Une mesure justifiée par le gouvernement pour « réorganiser » le paysage politique
Le gouvernement de transition en place en Guinée, dirigé par le Comité national du rassemblement pour le développement (CNRD), justifie cette mesure par la nécessité de réorganiser un paysage politique qu’il juge chaotique et fragmenté. Selon les autorités, de nombreux partis politiques ne respectent pas les obligations administratives et juridiques, notamment en ce qui concerne l’organisation des congrès et la soumission de rapports financiers. Le ministre de l’Administration du territoire, Mory Condé, a expliqué que cette suspension permettrait d’assainir la scène politique et de garantir que les partis fonctionnent de manière transparente et structurée.
En prenant cette décision, le gouvernement vise à établir un cadre politique plus cohérent avant la tenue des prochaines élections, censées marquer la fin de la transition. Pour les autorités, cette mesure n’a pas pour but de restreindre la liberté politique mais d’encourager les partis à se conformer aux règles en vigueur. Cette suspension concerne près de 80 formations politiques, dont certaines des plus importantes du pays, et touche aussi bien les nouveaux partis que les plus anciens.
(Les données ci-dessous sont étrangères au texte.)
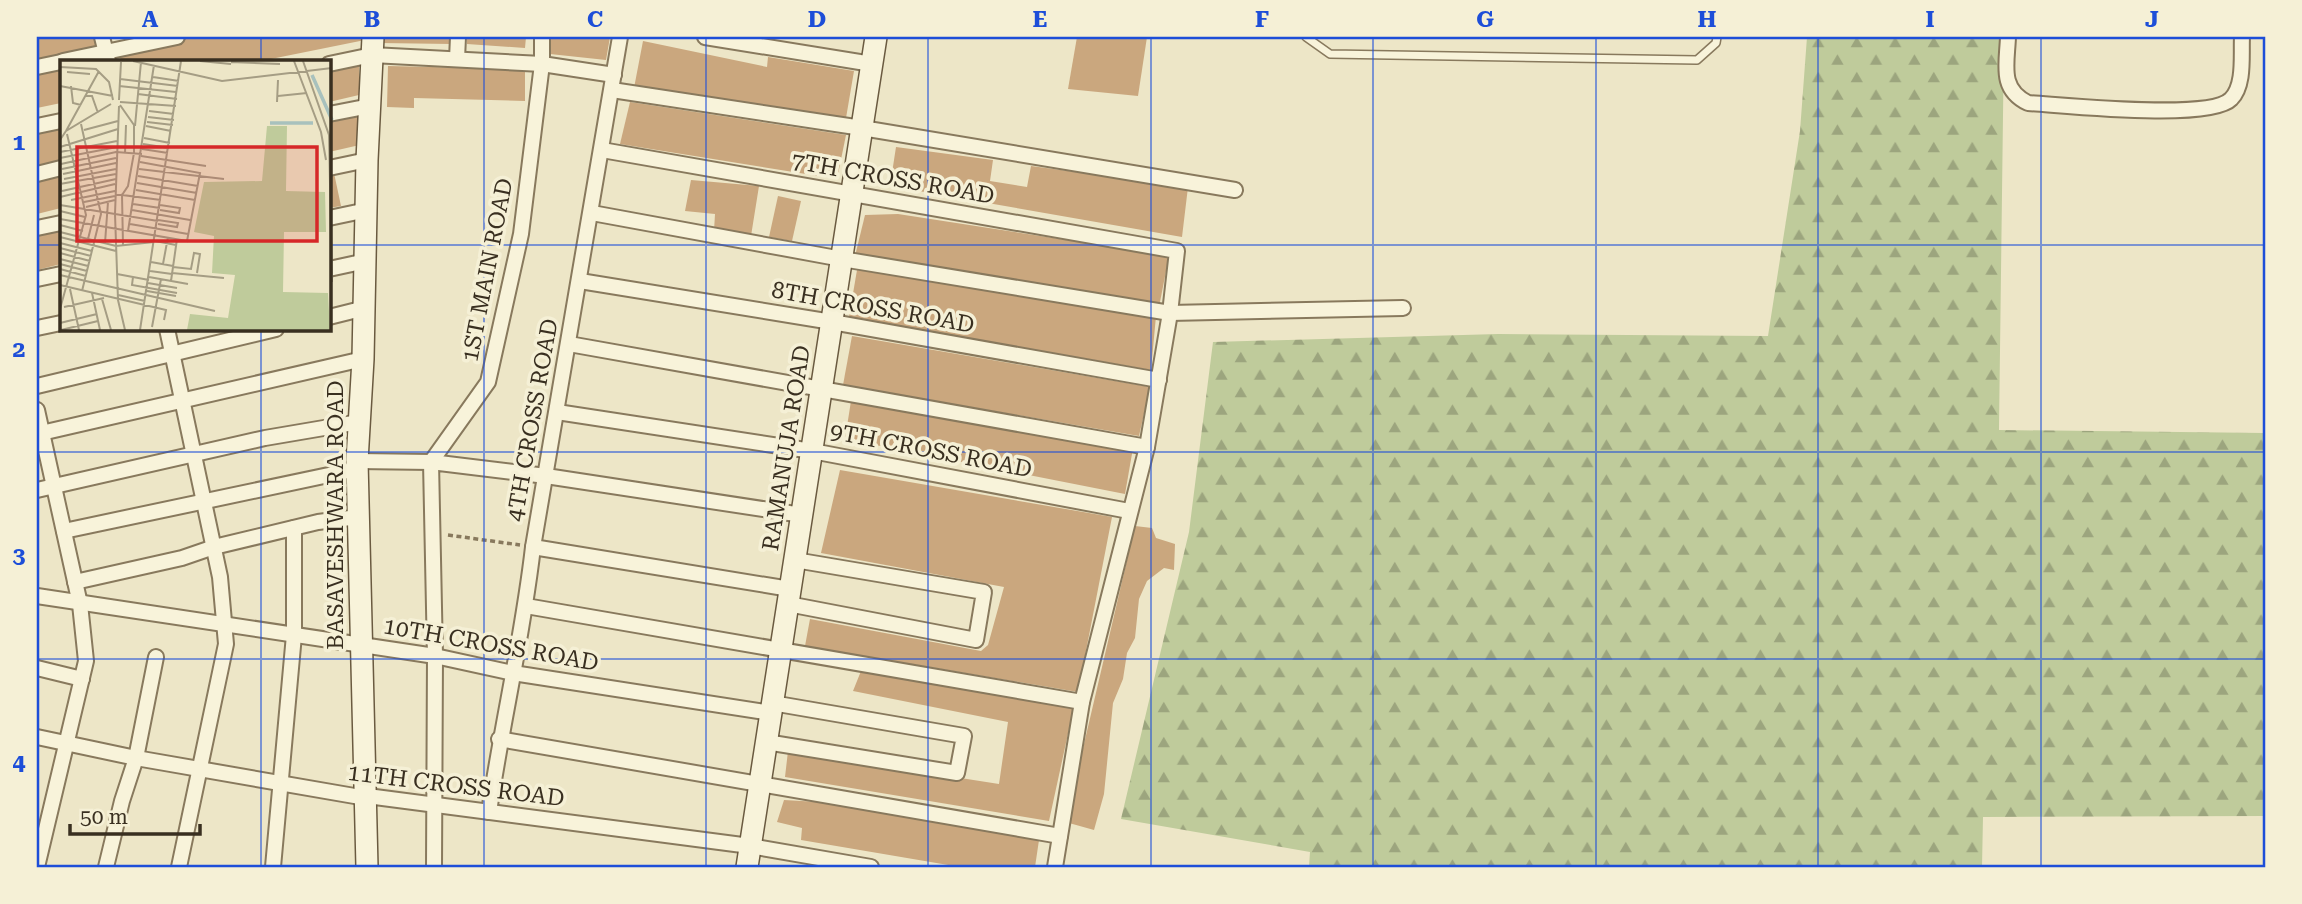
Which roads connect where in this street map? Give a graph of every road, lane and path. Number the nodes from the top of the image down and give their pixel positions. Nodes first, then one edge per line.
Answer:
1 (177, 37) edge
2 (458, 37) edge
3 (542, 37) edge
4 (620, 37) edge
5 (705, 37) edge
6 (876, 37) edge
7 (1306, 37) edge
8 (1717, 37) edge
9 (2008, 37) edge
10 (2242, 37) edge
11 (372, 46) edge
12 (105, 50) edge
13 (69, 60) edge
14 (457, 60) junction
15 (60, 62) edge
16 (331, 63) edge
17 (542, 64) junction
18 (872, 64) junction
19 (37, 67) edge
20 (614, 75) junction
21 (612, 90) junction
22 (370, 106) junction
23 (331, 114) edge
24 (60, 121) edge
25 (37, 127) edge
26 (862, 128) junction
27 (602, 150) junction
28 (367, 160) junction
29 (60, 168) edge
30 (331, 168) edge
31 (37, 174) edge
32 (1235, 190) dead end
33 (852, 194) junction
34 (367, 210) junction
35 (592, 213) junction
36 (331, 218) edge
37 (60, 223) edge
38 (37, 228) edge
39 (842, 259) junction
40 (366, 261) junction
41 (331, 269) edge
42 (60, 274) edge
43 (37, 279) edge
44 (580, 281) junction
45 (1403, 308) dead end
46 (365, 309) junction
47 (1170, 313) junction
48 (331, 317) edge
49 (832, 322) junction
50 (60, 323) edge
51 (37, 328) edge
52 (167, 331) edge
53 (267, 331) edge
54 (569, 344) junction
55 (172, 353) junction
56 (363, 359) junction
57 (1159, 380) junction
58 (37, 386) edge
59 (821, 389) junction
60 (183, 401) junction
61 (37, 410) edge
62 (557, 412) junction
63 (359, 422) junction
64 (39, 434) edge
65 (1147, 447) junction
66 (812, 451) junction
67 (194, 453) junction
68 (431, 462) junction
69 (357, 465) junction
70 (546, 476) junction
71 (54, 486) junction
72 (37, 490) edge
73 (204, 501) junction
74 (1129, 511) junction
75 (802, 515) junction
76 (358, 517) junction
77 (294, 528) junction
78 (64, 531) junction
79 (433, 533) junction
80 (214, 547) junction
81 (533, 547) junction
82 (795, 559) junction
83 (75, 582) junction
84 (37, 596) edge
85 (789, 596) junction
86 (80, 604) junction
87 (526, 606) junction
88 (225, 625) junction
89 (294, 635) junction
90 (360, 645) junction
91 (781, 649) junction
92 (435, 656) junction
93 (156, 657) dead end
94 (37, 668) edge
95 (513, 673) junction
96 (82, 679) junction
97 (1082, 702) junction
98 (771, 708) junction
99 (37, 737) edge
100 (499, 738) junction
101 (766, 742) junction
102 (68, 744) junction
103 (136, 758) junction
104 (200, 768) junction
105 (279, 782) junction
106 (760, 785) junction
107 (366, 798) junction
108 (37, 802) edge
109 (436, 805) junction
110 (53, 806) junction
111 (489, 812) junction
112 (1060, 836) junction
113 (748, 857) edge
114 (37, 867) edge
115 (106, 867) edge
116 (179, 867) edge
117 (273, 867) edge
118 (367, 867) edge
119 (434, 867) edge
120 (868, 867) edge
121 (1055, 867) edge

1 - 12 street
2 - 14 street
3 - 17 street, 1ST MAIN ROAD
4 - 20 street, 4TH CROSS ROAD
5 - 18 street
6 - 18 street, RAMANUJA ROAD
7 - 8 lane
9 - 10 street
11 - 14 street
11 - 16 street
11 - 22 street, BASAVESHWARA ROAD
12 - 13 street
14 - 17 street
15 - 19 street
17 - 20 street
17 - 68 street, 1ST MAIN ROAD
18 - 26 street, RAMANUJA ROAD
20 - 21 street, 4TH CROSS ROAD
21 - 26 street
21 - 27 street, 4TH CROSS ROAD
22 - 23 street
22 - 28 street, BASAVESHWARA ROAD
24 - 25 street
26 - 32 street
26 - 33 street, RAMANUJA ROAD
27 - 33 street, 7TH CROSS ROAD
27 - 35 street, 4TH CROSS ROAD
28 - 30 street
28 - 34 street, BASAVESHWARA ROAD
29 - 31 street
33 - 39 street, RAMANUJA ROAD
33 - 47 street, 7TH CROSS ROAD
34 - 36 street
34 - 40 street, BASAVESHWARA ROAD
35 - 39 street
35 - 44 street, 4TH CROSS ROAD
37 - 38 street
39 - 47 street
39 - 49 street, RAMANUJA ROAD
40 - 41 street
40 - 46 street, BASAVESHWARA ROAD
42 - 43 street
44 - 49 street, 8TH CROSS ROAD
44 - 54 street, 4TH CROSS ROAD
45 - 47 street
46 - 48 street
46 - 56 street, BASAVESHWARA ROAD
47 - 57 street
49 - 57 street, 8TH CROSS ROAD
49 - 59 street, RAMANUJA ROAD
50 - 51 street
52 - 55 street
53 - 55 street
54 - 59 street
54 - 62 street, 4TH CROSS ROAD
55 - 58 street
55 - 60 street
56 - 60 street
56 - 63 street, BASAVESHWARA ROAD
57 - 65 street
59 - 65 street
59 - 66 street, RAMANUJA ROAD
60 - 64 street
60 - 67 street
61 - 64 street
62 - 66 street, 9TH CROSS ROAD
62 - 70 street, 4TH CROSS ROAD
63 - 67 street
63 - 69 street, BASAVESHWARA ROAD
64 - 71 street
65 - 74 street
66 - 74 street, 9TH CROSS ROAD
66 - 75 street, RAMANUJA ROAD
67 - 71 street
67 - 73 street
68 - 69 street
68 - 70 street
68 - 79 street
69 - 73 street
69 - 76 street, BASAVESHWARA ROAD
70 - 75 street
70 - 81 street, 4TH CROSS ROAD
71 - 72 street
71 - 78 street
73 - 78 street
73 - 80 street
74 - 97 street
75 - 82 street, RAMANUJA ROAD
76 - 77 street
76 - 90 street, BASAVESHWARA ROAD
77 - 80 street
77 - 89 street
78 - 83 street
79 - 81 path
79 - 92 street
80 - 83 street
80 - 88 street
81 - 85 street
81 - 87 street, 4TH CROSS ROAD
82 - 85 street, RAMANUJA ROAD
82 - 85 street
83 - 86 street
84 - 86 street, 10TH CROSS ROAD
85 - 91 street, RAMANUJA ROAD
86 - 88 street, 10TH CROSS ROAD
86 - 96 street
87 - 91 street
87 - 95 street, 4TH CROSS ROAD
88 - 89 street, 10TH CROSS ROAD
88 - 104 street
89 - 90 street, 10TH CROSS ROAD
89 - 105 street
90 - 92 street, 10TH CROSS ROAD
90 - 107 street, BASAVESHWARA ROAD
91 - 97 street
91 - 98 street, RAMANUJA ROAD
92 - 95 street, 10TH CROSS ROAD
92 - 109 street
93 - 103 street
94 - 96 street
95 - 98 street, 10TH CROSS ROAD
95 - 100 street, 4TH CROSS ROAD
96 - 102 street
97 - 112 street
98 - 101 street, RAMANUJA ROAD
98 - 101 street, 10TH CROSS ROAD
99 - 102 street, 11TH CROSS ROAD
100 - 106 street
100 - 111 street, 4TH CROSS ROAD
101 - 106 street, RAMANUJA ROAD
102 - 103 street, 11TH CROSS ROAD
102 - 110 street
103 - 104 street, 11TH CROSS ROAD
103 - 115 street
104 - 105 street, 11TH CROSS ROAD
104 - 116 street
105 - 107 street, 11TH CROSS ROAD
105 - 117 street
106 - 112 street
106 - 113 street, RAMANUJA ROAD
107 - 109 street, 11TH CROSS ROAD
107 - 118 street, BASAVESHWARA ROAD
108 - 110 street
109 - 111 street, 11TH CROSS ROAD
109 - 119 street
110 - 114 street
111 - 113 street, 11TH CROSS ROAD
112 - 121 street
113 - 120 street, 11TH CROSS ROAD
Conséquences de la suspension : un climat de tension et de division
La suspension de ces partis politiques a des conséquences profondes sur le paysage politique et social en Guinée. En effet, cette décision limite la liberté d’action de ces formations, les empêchant de mener des activités publiques ou de participer aux prochains scrutins tant qu’elles ne seront pas régularisées. La suspension a aussi des effets sur les électeurs, en restreignant leurs options et en alimentant un climat de méfiance à l’égard des institutions de transition. Nombreux sont ceux qui redoutent que cette décision ait pour but d’affaiblir l’opposition avant les élections, créant un déséquilibre au sein de la classe politique guinéenne.
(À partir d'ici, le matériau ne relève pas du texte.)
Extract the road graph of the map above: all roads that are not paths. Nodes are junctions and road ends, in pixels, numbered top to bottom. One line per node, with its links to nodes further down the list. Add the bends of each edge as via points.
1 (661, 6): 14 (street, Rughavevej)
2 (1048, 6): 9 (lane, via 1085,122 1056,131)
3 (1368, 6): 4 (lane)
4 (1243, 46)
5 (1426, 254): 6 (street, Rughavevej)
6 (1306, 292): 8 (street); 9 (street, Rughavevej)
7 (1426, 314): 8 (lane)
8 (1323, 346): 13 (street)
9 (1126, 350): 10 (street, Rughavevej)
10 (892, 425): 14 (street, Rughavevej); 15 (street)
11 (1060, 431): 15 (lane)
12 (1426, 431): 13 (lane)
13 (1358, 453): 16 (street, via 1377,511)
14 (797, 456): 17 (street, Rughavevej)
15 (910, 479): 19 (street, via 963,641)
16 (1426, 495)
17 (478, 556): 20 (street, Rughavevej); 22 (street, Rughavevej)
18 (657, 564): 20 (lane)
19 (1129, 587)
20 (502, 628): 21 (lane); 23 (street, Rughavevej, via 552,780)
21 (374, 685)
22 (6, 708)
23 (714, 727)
La société civile guinéenne, ainsi que certaines organisations de défense des droits humains, craignent que cette mesure soit une forme de pression exercée sur les partis politiques pour les rendre plus dociles face au pouvoir en place. Par ailleurs, l’absence de ces partis pourrait favoriser l’émergence de tensions sociales, la population craignant un manque de représentativité et de diversité politique. Dans ce contexte, l’avenir de la transition en Guinée semble incertain, alors que les citoyens réclament plus de transparence et un véritable engagement pour une démocratie inclusive.
Réactions des partis politiques et de la société civile
La mesure a provoqué une vague de réactions de la part des partis politiques guinéens, qui se disent surpris et indignés par cette décision du gouvernement. De nombreux responsables politiques dénoncent une atteinte à la démocratie et un recul des libertés politiques en Guinée. Certains partis touchés par la suspension affirment n’avoir reçu aucune notification officielle ou justification valable avant l’annonce de cette mesure. Ils accusent le gouvernement de restreindre volontairement l’espace politique pour limiter les voix dissidentes avant les élections.
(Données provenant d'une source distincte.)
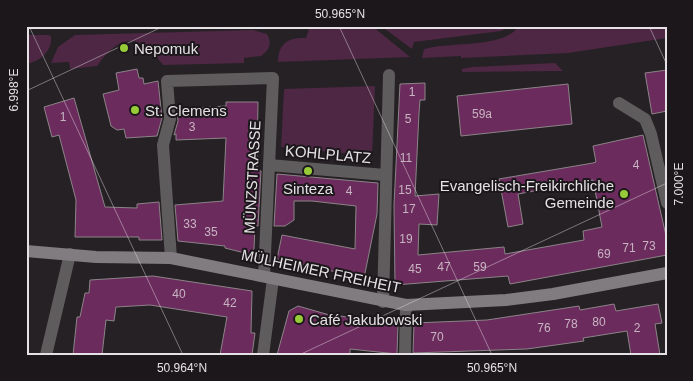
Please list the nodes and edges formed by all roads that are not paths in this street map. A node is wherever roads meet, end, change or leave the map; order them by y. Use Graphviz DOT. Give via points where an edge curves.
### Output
graph roads {
  1 [pos="389,75"];
  2 [pos="620,103"];
  3 [pos="269,165"];
  4 [pos="384,175"];
  5 [pos="667,203"];
  6 [pos="26,251"];
  7 [pos="70,254"];
  8 [pos="171,258"];
  9 [pos="667,273"];
  10 [pos="268,278"];
  11 [pos="382,302"];
  12 [pos="406,305"];
  13 [pos="46,355"];
  14 [pos="263,355"];
  15 [pos="405,355"];
  1 -- 4 [label="street"];
  2 -- 5 [label="street" via="645,119"];
  3 -- 4 [label="street, KOHLPLATZ"];
  3 -- 8 [label="street, MÜNZSTRASSE" via="273,78 167,81 170,119 163,145"];
  3 -- 10 [label="street, MÜNZSTRASSE"];
  4 -- 11 [label="street"];
  6 -- 7 [label="street, MÜLHEIMER FREIHEIT"];
  7 -- 8 [label="street, MÜLHEIMER FREIHEIT"];
  7 -- 13 [label="street"];
  8 -- 10 [label="street, MÜLHEIMER FREIHEIT"];
  9 -- 12 [label="street, MÜLHEIMER FREIHEIT" via="506,300"];
  10 -- 11 [label="street, MÜLHEIMER FREIHEIT"];
  10 -- 14 [label="street, MÜNZSTRASSE"];
  11 -- 12 [label="street, MÜLHEIMER FREIHEIT"];
  12 -- 15 [label="street"];
}
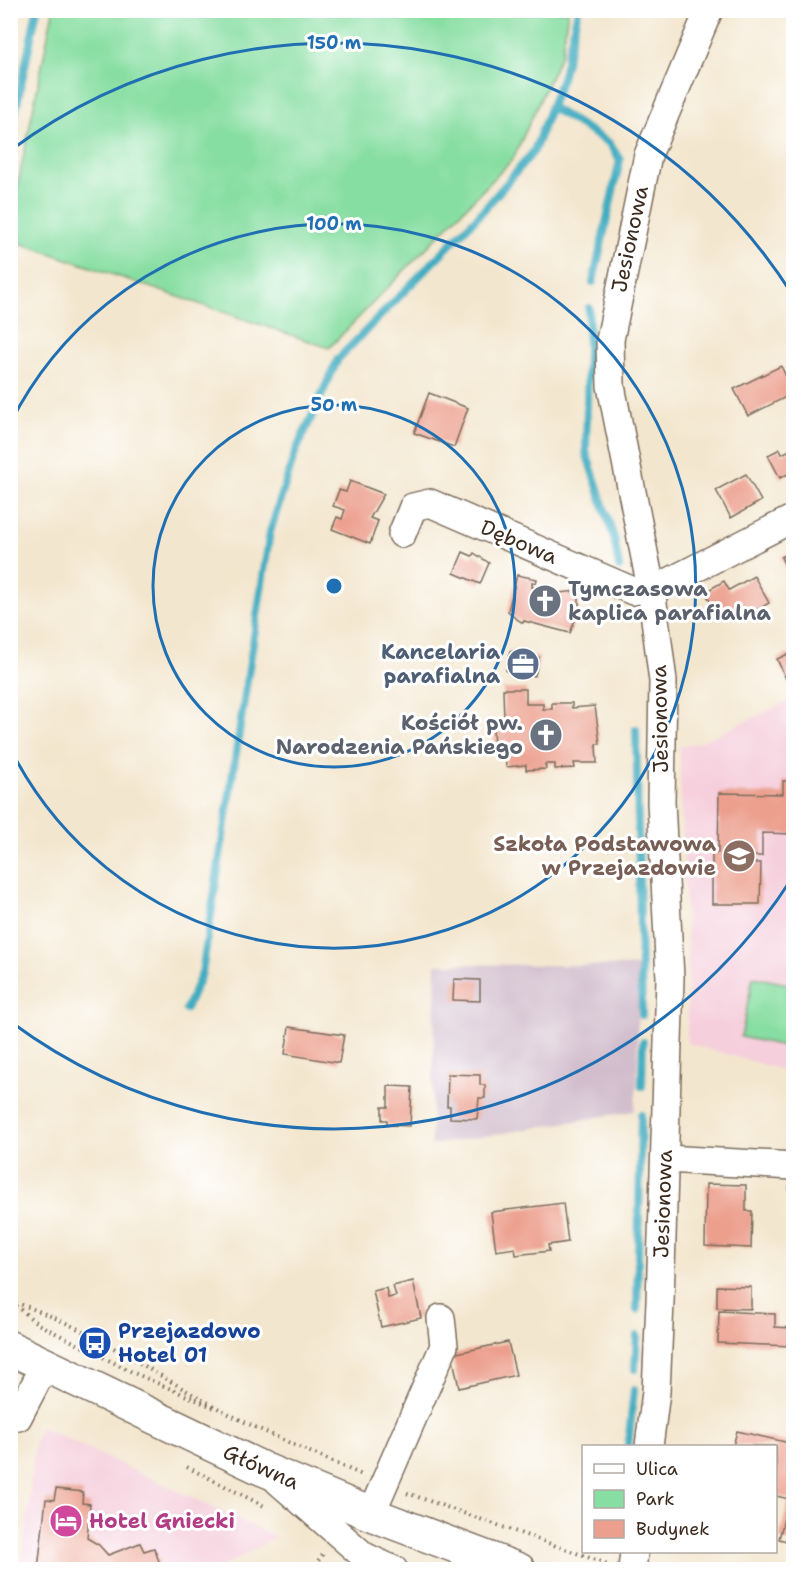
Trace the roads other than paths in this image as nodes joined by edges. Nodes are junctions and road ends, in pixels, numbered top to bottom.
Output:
1 (709, 10) edge
2 (794, 518) edge
3 (402, 534) dead end
4 (651, 588) junction
5 (664, 1159) junction
6 (794, 1166) edge
7 (441, 1318) dead end
8 (10, 1348) edge
9 (45, 1365) junction
10 (18, 1417) dead end
11 (649, 1445) edge
12 (264, 1469) junction
13 (371, 1514) junction
14 (394, 1569) edge
15 (519, 1569) edge

1 - 4 street, Jesionowa
2 - 4 street
3 - 4 street, Dębowa
4 - 5 street, Jesionowa
5 - 6 street
5 - 11 street, Jesionowa
7 - 13 street
8 - 9 main road, Główna
9 - 10 street
9 - 12 main road, Główna
12 - 13 main road, Główna
12 - 14 street
13 - 15 main road, Główna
Les leaders des partis suspendus, comme l’Union des forces démocratiques de Guinée (UFDG), expriment leur incompréhension et appellent à une mobilisation pour défendre leurs droits. La société civile, quant à elle, s’inquiète de l’impact de cette décision sur la liberté d’expression et sur le droit des citoyens de choisir librement leurs représentants. Les réactions sur les réseaux sociaux et dans les médias traduisent une inquiétude grandissante, beaucoup craignant que cette mesure marque un retour en arrière dans la construction démocratique de la Guinée. Certains observateurs appellent à une médiation entre le gouvernement et les partis pour trouver une solution qui respecte les droits politiques des Guinéens.